Anna De Gaio, candidata del centrodestra, ha vinto il ballottaggio a Castrovillari conquistando il 53,97% delle preferenze, superando Ernesto Bello, candidato dell’area di centrosinistra, che ha ottenuto il 46,03% dei voti. De Gaio, consigliere comunale uscente di Fratelli d’Italia e presidente della commissione regionale Pari opportunità, aveva conquistato il 43,59% delle preferenze al primo turno, mentre Bello il 27,70%. Una vittoria che arriva dopo una campagna elettorale nella quale non sono mancati anche i ‘colpi bassi’.

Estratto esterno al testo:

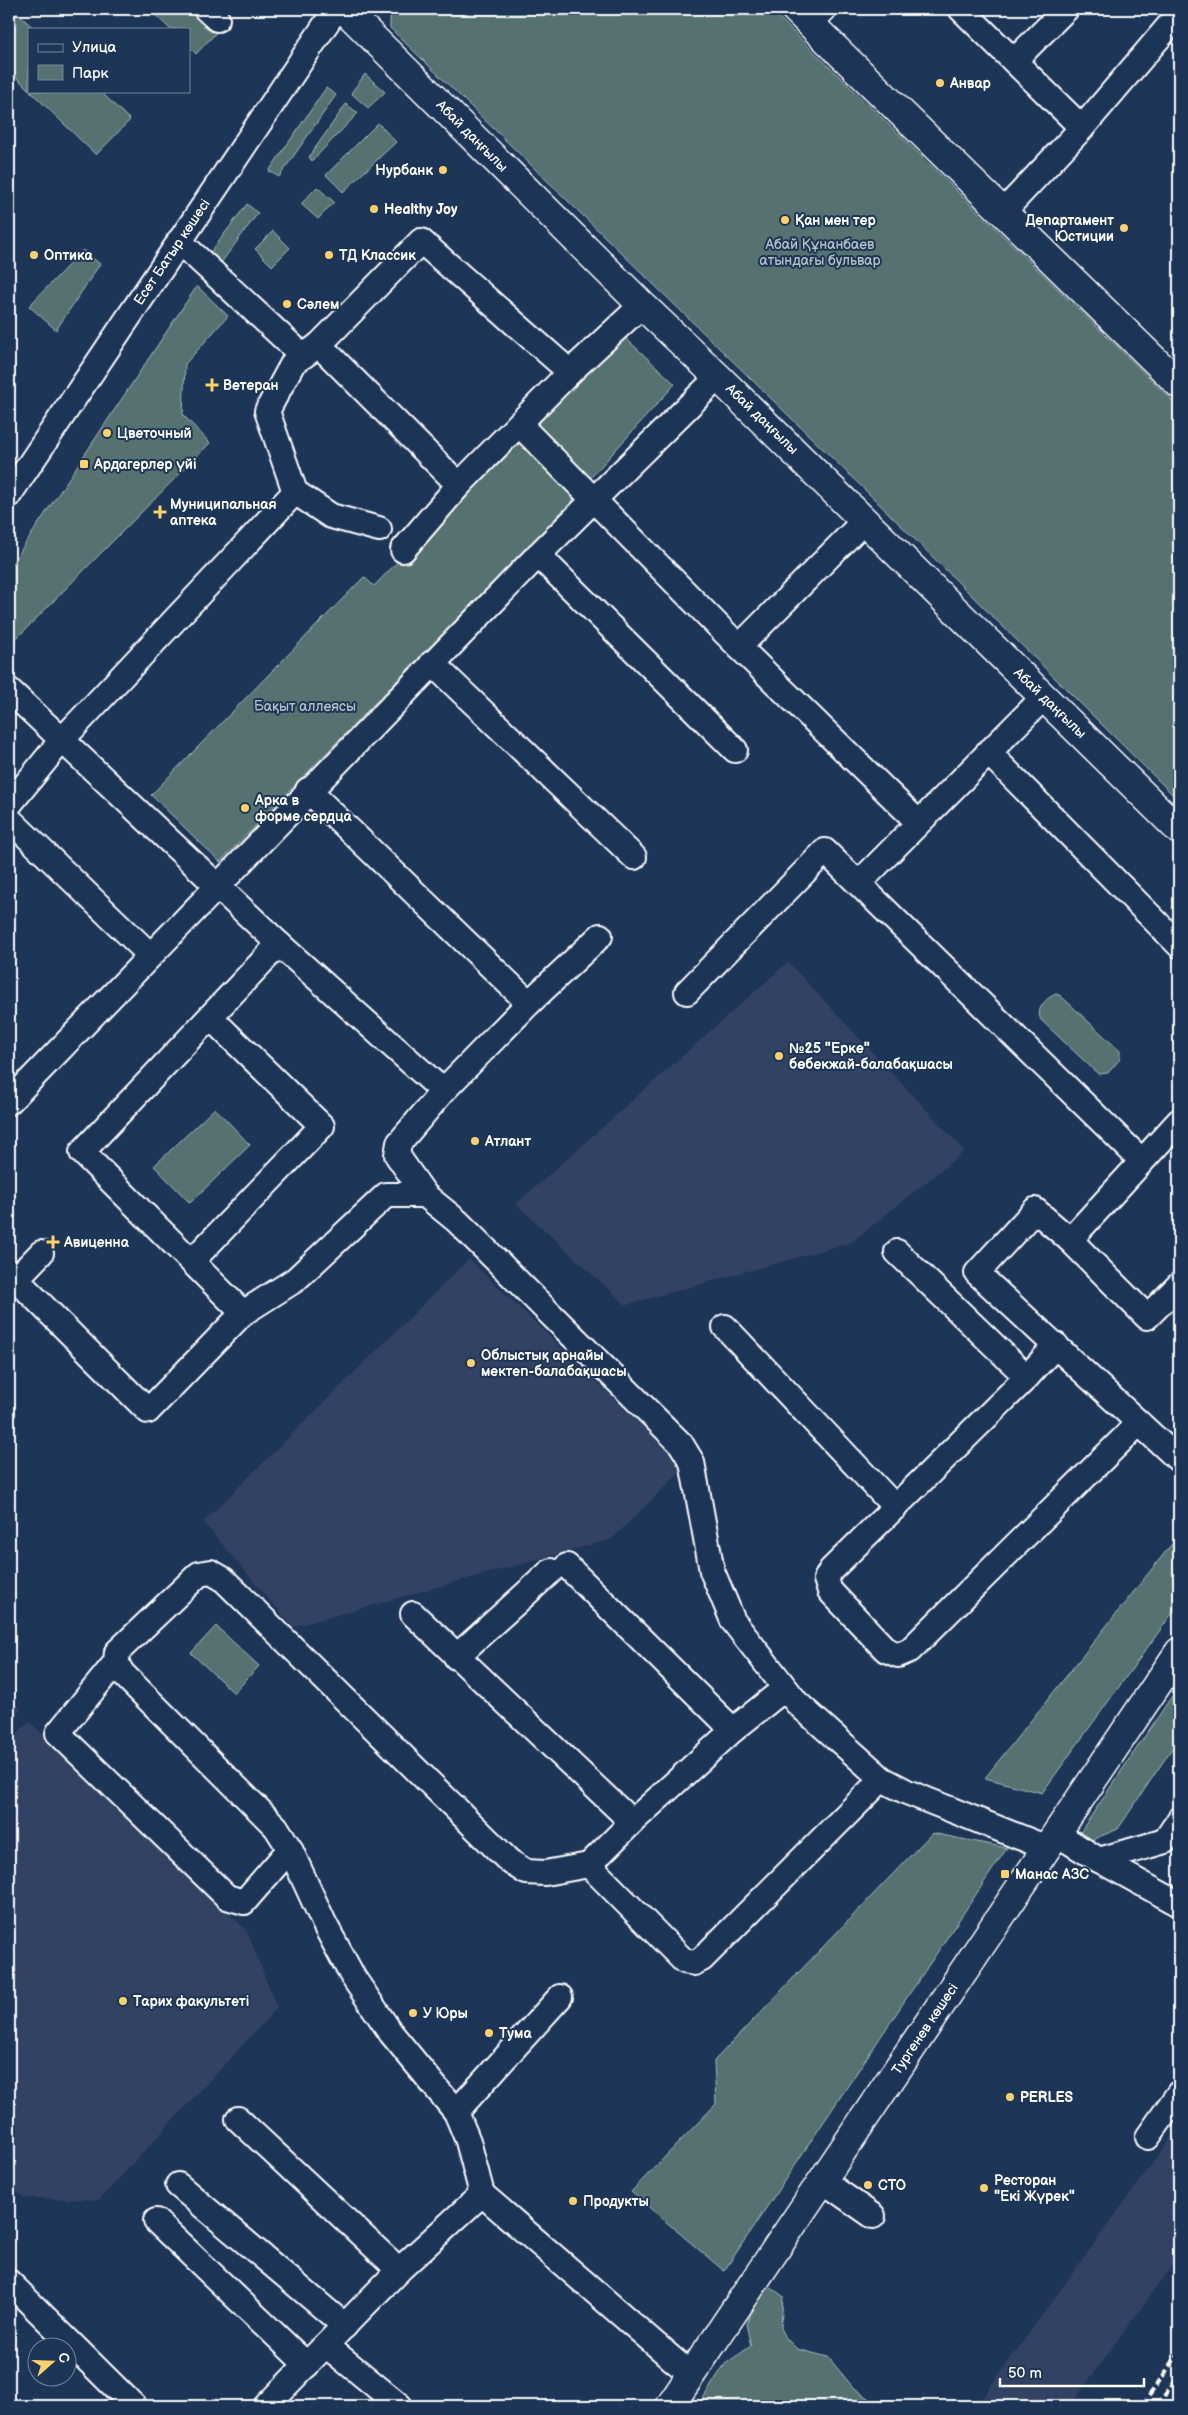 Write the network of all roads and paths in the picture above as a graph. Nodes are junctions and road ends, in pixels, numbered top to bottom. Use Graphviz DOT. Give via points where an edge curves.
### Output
graph roads {
  1 [pos="336,9"];
  2 [pos="344,9"];
  3 [pos="961,9"];
  4 [pos="1066,9"];
  5 [pos="810,13"];
  6 [pos="1179,14"];
  7 [pos="1014,61"];
  8 [pos="1082,128"];
  9 [pos="1003,212"];
  10 [pos="179,241"];
  11 [pos="642,305"];
  12 [pos="311,351"];
  13 [pos="570,372"];
  14 [pos="718,377"];
  15 [pos="1179,384"];
  16 [pos="519,424"];
  17 [pos="459,485"];
  18 [pos="295,492"];
  19 [pos="9,495"];
  20 [pos="593,499"];
  21 [pos="865,520"];
  22 [pos="379,529"];
  23 [pos="403,550"];
  24 [pos="538,555"];
  25 [pos="739,647"];
  26 [pos="432,663"];
  27 [pos="9,690"];
  28 [pos="1044,697"];
  29 [pos="61,741"];
  30 [pos="735,750"];
  31 [pos="988,752"];
  32 [pos="308,790"];
  33 [pos="9,805"];
  34 [pos="9,819"];
  35 [pos="918,822"];
  36 [pos="1179,830"];
  37 [pos="634,857"];
  38 [pos="859,883"];
  39 [pos="217,886"];
  40 [pos="600,936"];
  41 [pos="279,944"];
  42 [pos="1179,945"];
  43 [pos="150,955"];
  44 [pos="687,992"];
  45 [pos="529,1003"];
  46 [pos="211,1018"];
  47 [pos="443,1092"];
  48 [pos="9,1102"];
  49 [pos="1179,1121"];
  50 [pos="1142,1160"];
  51 [pos="425,1194"];
  52 [pos="1070,1240"];
  53 [pos="897,1252"];
  54 [pos="41,1253"];
  55 [pos="193,1260"];
  56 [pos="12,1275"];
  57 [pos="1179,1285"];
  58 [pos="243,1312"];
  59 [pos="725,1327"];
  60 [pos="1056,1345"];
  61 [pos="1028,1377"];
  62 [pos="1139,1423"];
  63 [pos="1179,1460"];
  64 [pos="895,1507"];
  65 [pos="413,1614"];
  66 [pos="456,1657"];
  67 [pos="1178,1661"];
  68 [pos="116,1662"];
  69 [pos="784,1689"];
  70 [pos="733,1730"];
  71 [pos="882,1779"];
  72 [pos="1179,1820"];
  73 [pos="632,1822"];
  74 [pos="1052,1841"];
  75 [pos="290,1849"];
  76 [pos="1099,1860"];
  77 [pos="589,1865"];
  78 [pos="1179,1904"];
  79 [pos="560,1997"];
  80 [pos="1179,2093"];
  81 [pos="456,2112"];
  82 [pos="238,2119"];
  83 [pos="1148,2137"];
  84 [pos="823,2181"];
  85 [pos="178,2185"];
  86 [pos="482,2194"];
  87 [pos="873,2216"];
  88 [pos="156,2221"];
  89 [pos="399,2270"];
  90 [pos="9,2282"];
  91 [pos="345,2326"];
  92 [pos="327,2346"];
  93 [pos="307,2365"];
  94 [pos="691,2375"];
  95 [pos="134,2406"];
  96 [pos="266,2406"];
  97 [pos="400,2406"];
  98 [pos="670,2406"];
  1 -- 10 [label="street, Есет Батыр көшесі"];
  2 -- 11 [label="main road, Абай даңғылы"];
  3 -- 7 [label="street"];
  4 -- 7 [label="street"];
  5 -- 9 [label="main road"];
  6 -- 8 [label="street"];
  7 -- 8 [label="street"];
  8 -- 9 [label="street"];
  9 -- 15 [label="main road"];
  10 -- 12 [label="street"];
  10 -- 19 [label="street, Есет Батыр көшесі"];
  11 -- 13 [label="street"];
  11 -- 14 [label="main road, Абай даңғылы"];
  12 -- 13 [label="street" via="421,241"];
  12 -- 17 [label="street"];
  12 -- 18 [label="street" via="293,363 267,411"];
  13 -- 16 [label="street"];
  14 -- 20 [label="street"];
  14 -- 21 [label="main road, Абай даңғылы"];
  16 -- 17 [label="street"];
  16 -- 20 [label="street"];
  17 -- 23 [label="street"];
  18 -- 22 [label="street" via="330,516"];
  18 -- 29 [label="street"];
  20 -- 24 [label="street"];
  20 -- 25 [label="street"];
  21 -- 25 [label="street"];
  21 -- 28 [label="main road, Абай даңғылы"];
  24 -- 26 [label="street"];
  24 -- 30 [label="street"];
  25 -- 35 [label="street"];
  26 -- 32 [label="street"];
  26 -- 37 [label="street"];
  27 -- 29 [label="street"];
  28 -- 31 [label="street"];
  28 -- 36 [label="main road, Абай даңғылы"];
  29 -- 33 [label="street"];
  29 -- 39 [label="street"];
  31 -- 35 [label="street"];
  31 -- 42 [label="street"];
  32 -- 39 [label="street"];
  32 -- 45 [label="street"];
  34 -- 43 [label="street"];
  35 -- 38 [label="street"];
  38 -- 44 [label="street" via="825,851"];
  38 -- 50 [label="street"];
  39 -- 41 [label="street"];
  39 -- 43 [label="street"];
  40 -- 45 [label="street"];
  41 -- 46 [label="street"];
  41 -- 47 [label="street"];
  43 -- 48 [label="street"];
  45 -- 47 [label="street"];
  46 -- 55 [label="street" via="82,1152"];
  46 -- 55 [label="street" via="322,1126"];
  47 -- 51 [label="street" via="399,1143 397,1155"];
  49 -- 50 [label="street"];
  50 -- 52 [label="street"];
  51 -- 58 [label="street" via="386,1195 295,1280"];
  51 -- 69 [label="street" via="457,1221 681,1444 692,1462 715,1580 733,1621"];
  52 -- 57 [label="street" via="1147,1317"];
  52 -- 60 [label="street" via="1035,1210 977,1273"];
  53 -- 61 [label="street"];
  54 -- 56 [label="street"];
  55 -- 58 [label="street"];
  56 -- 58 [label="street" via="148,1411"];
  59 -- 64 [label="street"];
  60 -- 61 [label="street"];
  60 -- 62 [label="street"];
  61 -- 64 [label="street"];
  62 -- 63 [label="street"];
  62 -- 64 [label="street" via="910,1650 898,1655 886,1650 830,1591 826,1579 831,1570"];
  65 -- 66 [label="street"];
  66 -- 70 [label="street" via="559,1569"];
  66 -- 73 [label="street"];
  67 -- 74 [label="main road, Тургенев көшесі"];
  68 -- 75 [label="street" via="122,1673 276,1828"];
  68 -- 75 [label="street" via="58,1733 227,1897 244,1902"];
  68 -- 77 [label="street" via="117,1652 199,1574 211,1572 223,1579 510,1861 526,1872 545,1873"];
  69 -- 70 [label="street"];
  69 -- 71 [label="street"];
  70 -- 73 [label="street"];
  71 -- 74 [label="street" via="907,1792"];
  71 -- 77 [label="street" via="702,1959 694,1963 684,1961"];
  72 -- 76 [label="street" via="1165,1841"];
  73 -- 77 [label="street"];
  74 -- 76 [label="street"];
  74 -- 84 [label="main road, Тургенев көшесі"];
  75 -- 81 [label="street" via="353,1977 391,2033"];
  76 -- 78 [label="street"];
  79 -- 81 [label="street"];
  80 -- 83 [label="street"];
  81 -- 86 [label="street"];
  82 -- 89 [label="street"];
  84 -- 87 [label="street"];
  84 -- 94 [label="main road, Тургенев көшесі"];
  85 -- 91 [label="street"];
  86 -- 89 [label="street"];
  86 -- 94 [label="street"];
  88 -- 93 [label="street"];
  89 -- 91 [label="street"];
  90 -- 95 [label="street"];
  91 -- 92 [label="street"];
  92 -- 93 [label="street"];
  92 -- 97 [label="street"];
  93 -- 96 [label="street"];
  94 -- 98 [label="main road, Тургенев көшесі"];
}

Lo ricorda Roberto Occhiuto, postando un video social al quale allega questa descrizione: “la prendevano in giro perchè figlia di un panettiere, oggi guida il suo Comune da Sindaco. Buon lavoro, Anna De Gaio“. Nel filmato, il presidente della Regione Calabria sottolinea le proprie umili origini, messe a paragone con quella della candidata De Gaio, aggiungendo che come lui è arrivato a diventare presidente della Regione, lei sarà un ottimo sindaco per Castrovillari.

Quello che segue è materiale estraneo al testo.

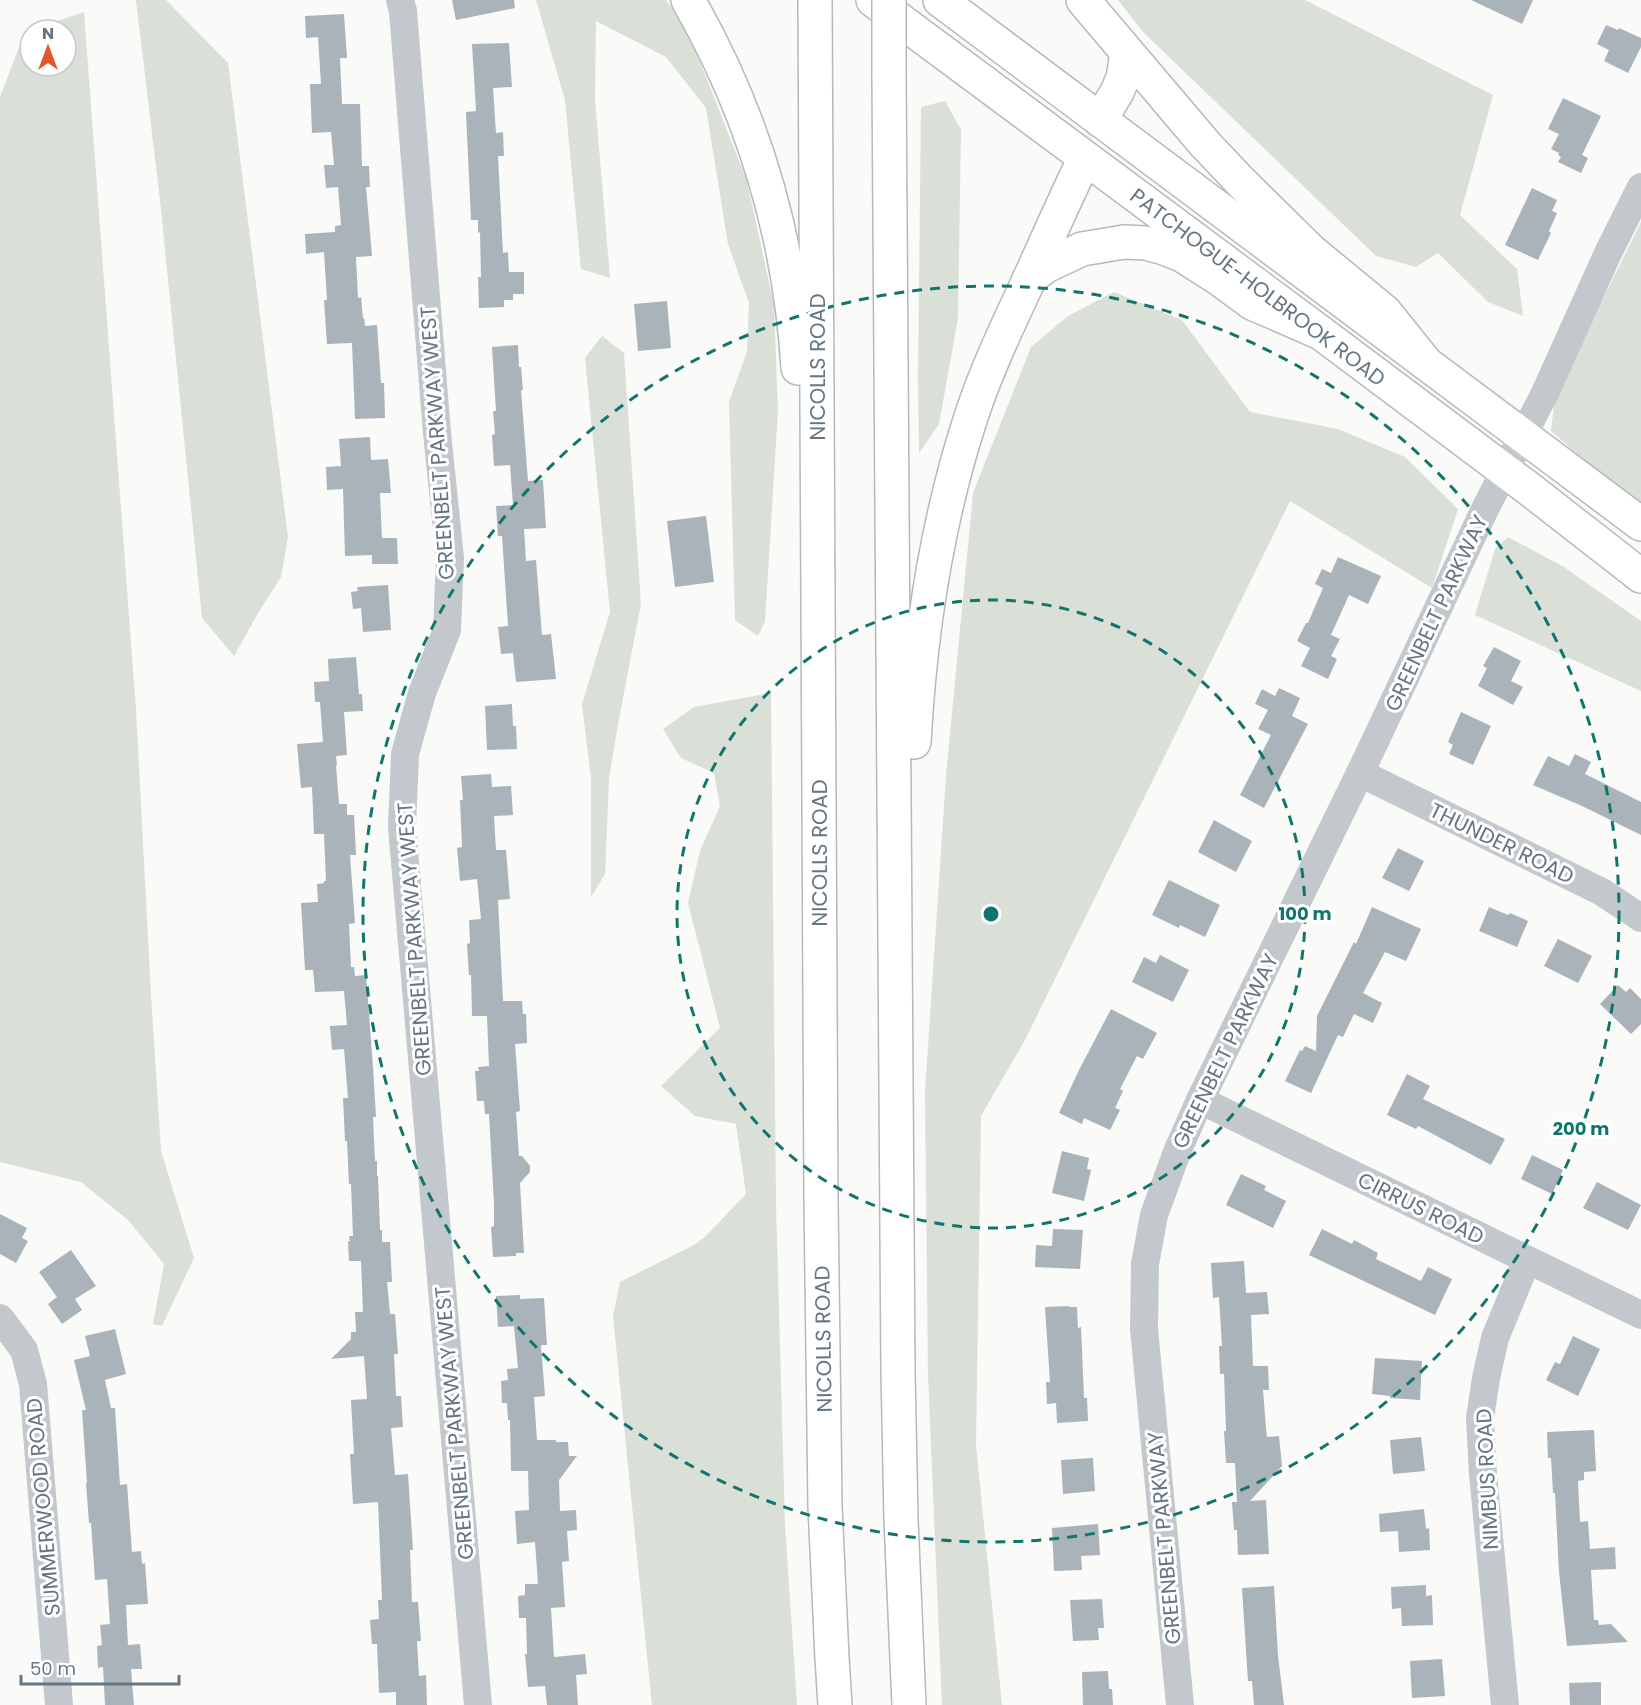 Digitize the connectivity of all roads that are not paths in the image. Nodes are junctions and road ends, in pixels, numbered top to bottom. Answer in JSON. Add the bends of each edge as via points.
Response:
{"nodes":[{"id":1,"x":400,"y":0,"type":"edge"},
{"id":2,"x":688,"y":0,"type":"edge"},
{"id":3,"x":873,"y":0,"type":"edge"},
{"id":4,"x":889,"y":0,"type":"edge"},
{"id":5,"x":939,"y":0,"type":"edge"},
{"id":6,"x":1083,"y":0,"type":"edge"},
{"id":7,"x":815,"y":10,"type":"edge"},
{"id":8,"x":1127,"y":53,"type":"junction"},
{"id":9,"x":1100,"y":120,"type":"junction"},
{"id":10,"x":1085,"y":158,"type":"junction"},
{"id":11,"x":1641,"y":187,"type":"edge"},
{"id":12,"x":1029,"y":279,"type":"junction"},
{"id":13,"x":1321,"y":333,"type":"junction"},
{"id":14,"x":1426,"y":363,"type":"junction"},
{"id":15,"x":1523,"y":435,"type":"junction"},
{"id":16,"x":1504,"y":471,"type":"junction"},
{"id":17,"x":1641,"y":524,"type":"edge"},
{"id":18,"x":818,"y":551,"type":"junction"},
{"id":19,"x":1641,"y":576,"type":"edge"},
{"id":20,"x":1360,"y":773,"type":"junction"},
{"id":21,"x":1641,"y":918,"type":"edge"},
{"id":22,"x":896,"y":1040,"type":"junction"},
{"id":23,"x":1200,"y":1100,"type":"junction"},
{"id":24,"x":1527,"y":1260,"type":"junction"},
{"id":25,"x":1641,"y":1315,"type":"edge"},
{"id":26,"x":0,"y":1318,"type":"edge"},
{"id":27,"x":59,"y":1705,"type":"edge"},
{"id":28,"x":478,"y":1705,"type":"edge"},
{"id":29,"x":835,"y":1705,"type":"edge"},
{"id":30,"x":909,"y":1705,"type":"edge"},
{"id":31,"x":1180,"y":1705,"type":"edge"},
{"id":32,"x":1505,"y":1705,"type":"edge"}],
"edges":[{"from":1,"to":28,"type":"street","name":"GREENBELT PARKWAY WEST","via":[[450,558],[447,630],[422,693],[405,754],[402,827]]},
{"from":2,"to":18,"type":"main road","via":[[745,116],[780,235],[793,322],[801,443]]},
{"from":3,"to":10,"type":"main road","name":"PATCHOGUE-HOLBROOK ROAD"},
{"from":4,"to":22,"type":"main road","bridge":true},
{"from":5,"to":9,"type":"main road","name":"PATCHOGUE-HOLBROOK ROAD"},
{"from":6,"to":8,"type":"main road"},
{"from":7,"to":18,"type":"main road","name":"NICOLLS ROAD"},
{"from":8,"to":9,"type":"main road","via":[[1123,78]]},
{"from":8,"to":14,"type":"main road","via":[[1240,181],[1311,251],[1385,312]]},
{"from":9,"to":10,"type":"main road"},
{"from":9,"to":14,"type":"main road","name":"PATCHOGUE-HOLBROOK ROAD"},
{"from":10,"to":12,"type":"main road"},
{"from":10,"to":13,"type":"main road","name":"PATCHOGUE-HOLBROOK ROAD"},
{"from":11,"to":15,"type":"street","name":"GREENBELT PARKWAY"},
{"from":12,"to":13,"type":"main road","via":[[1082,249],[1124,242],[1146,243],[1182,255],[1252,303]]},
{"from":12,"to":22,"type":"main road","via":[[970,418],[938,538],[916,705],[912,921]]},
{"from":13,"to":16,"type":"main road","name":"PATCHOGUE-HOLBROOK ROAD"},
{"from":14,"to":15,"type":"main road","name":"PATCHOGUE-HOLBROOK ROAD"},
{"from":15,"to":16,"type":"street","name":"GREENBELT PARKWAY"},
{"from":15,"to":17,"type":"main road","name":"PATCHOGUE-HOLBROOK ROAD"},
{"from":16,"to":19,"type":"main road","name":"PATCHOGUE-HOLBROOK ROAD"},
{"from":16,"to":20,"type":"street","name":"GREENBELT PARKWAY"},
{"from":18,"to":29,"type":"main road","name":"NICOLLS ROAD","via":[[823,1377]]},
{"from":20,"to":21,"type":"street","name":"THUNDER ROAD","via":[[1602,892]]},
{"from":20,"to":23,"type":"street","name":"GREENBELT PARKWAY"},
{"from":22,"to":30,"type":"main road","via":[[900,1509]]},
{"from":23,"to":24,"type":"street","name":"CIRRUS ROAD"},
{"from":23,"to":31,"type":"street","name":"GREENBELT PARKWAY","via":[[1154,1215],[1145,1264],[1144,1329]]},
{"from":24,"to":25,"type":"street","name":"CIRRUS ROAD"},
{"from":24,"to":32,"type":"street","name":"NIMBUS ROAD","via":[[1495,1338],[1480,1418]]},
{"from":26,"to":27,"type":"street","name":"SUMMERWOOD ROAD","via":[[24,1350],[33,1384]]}]}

“Attaccano la nostra candidata, la attaccano in modo vergognoso. Ha detto bene Wanda Ferro, appartenere al popolo è un timbro di qualità, appartenere al popolo non è un marchio, appartenere al popolo è un titolo di merito. Come si può attaccare con questi toni Anna De Gaio? – ha dichiarato Occhiuto – Anna, sai, c’è stato in questa Regione un bambino, una volta, che non era figlio di un panettiere come te, era figlio di un uomo che aveva la quinta elementare, che vendeva frutta. Era figlio di una donna che aveva la terza elementare, faceva la casalinga.
Era un bambino che quando andava a scuola, la maestra dava troppi conti a casa, gli altri compagni si lamentavano e la maestra rispondeva: ‘vabbè fatevi abitare dai genitori’, lui quando andava a casa sapeva che non poteva farsi aiutare dai genitori, perché magari era lui a leggere le lettere ai genitori.
Quel bambino, Anna, è diventato presidente della Regione, è diventato vice segretario nazionale del suo partito, ed è orgoglioso delle sue origini, perchè ci ha salito la scala della stratificazione sociale gradino per gradino, ha l’umiltà di guardarsi indietro e di non guardare nessuno dall’alto verso il basso, ha l’umiltà di sapere quanto lavoro è stato necessario per arrivare“.